==== ENTRIES PROVIDED
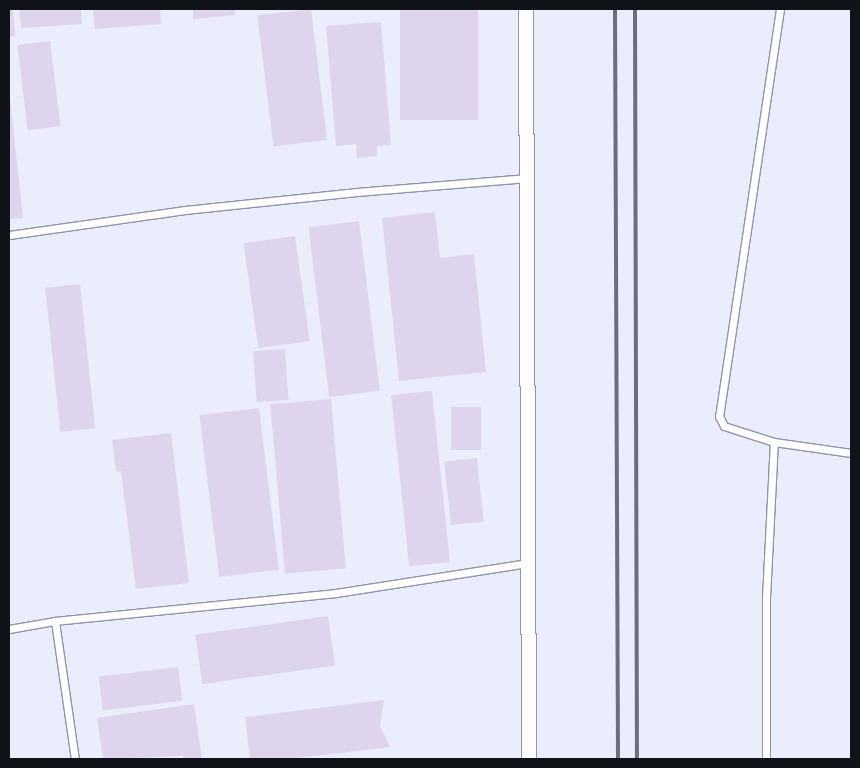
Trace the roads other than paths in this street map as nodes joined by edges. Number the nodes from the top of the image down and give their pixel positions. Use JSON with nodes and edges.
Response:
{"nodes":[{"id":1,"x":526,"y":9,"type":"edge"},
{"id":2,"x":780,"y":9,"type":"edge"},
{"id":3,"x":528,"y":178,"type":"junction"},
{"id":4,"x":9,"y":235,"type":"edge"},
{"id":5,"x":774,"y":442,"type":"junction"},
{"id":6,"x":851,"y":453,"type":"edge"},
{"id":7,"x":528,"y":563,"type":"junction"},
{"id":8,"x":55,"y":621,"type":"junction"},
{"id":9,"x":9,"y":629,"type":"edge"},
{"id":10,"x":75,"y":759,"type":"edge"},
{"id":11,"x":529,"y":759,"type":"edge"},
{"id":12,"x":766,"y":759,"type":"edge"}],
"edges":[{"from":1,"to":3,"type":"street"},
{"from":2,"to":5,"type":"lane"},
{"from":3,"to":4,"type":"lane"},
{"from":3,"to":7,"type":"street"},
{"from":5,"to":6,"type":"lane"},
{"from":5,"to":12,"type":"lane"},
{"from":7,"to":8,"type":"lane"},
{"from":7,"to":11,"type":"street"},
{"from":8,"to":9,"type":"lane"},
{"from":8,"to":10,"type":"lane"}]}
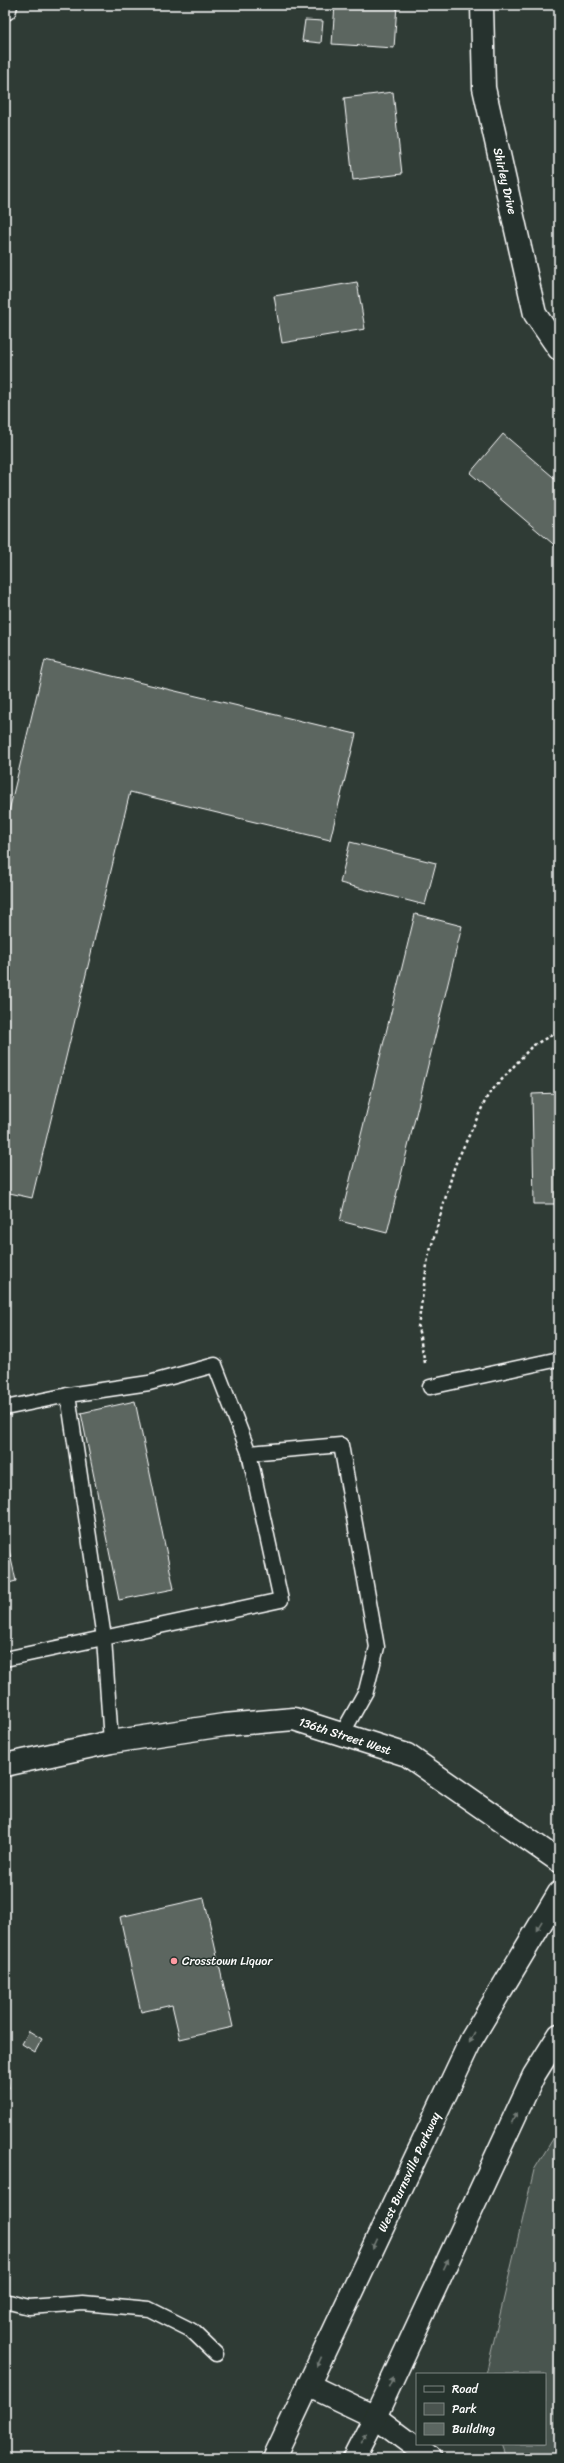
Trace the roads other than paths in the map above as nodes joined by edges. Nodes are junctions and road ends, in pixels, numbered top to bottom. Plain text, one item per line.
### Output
========
» **WHAT IS REQUIRED**
Scan the entries above and copy each line where "joined" occurs.

» **EXERCISE RESPONSE**
Trace the roads other than paths in this street map as nodes joined by edges. Number the nodes from the top of the image down and give their pixel positions. Use JSON with nodes and edges.
Trace the roads other than paths in the map above as nodes joined by edges. Nodes are junctions and road ends, in pixels, numbered top to bottom. Plain text, one item per line.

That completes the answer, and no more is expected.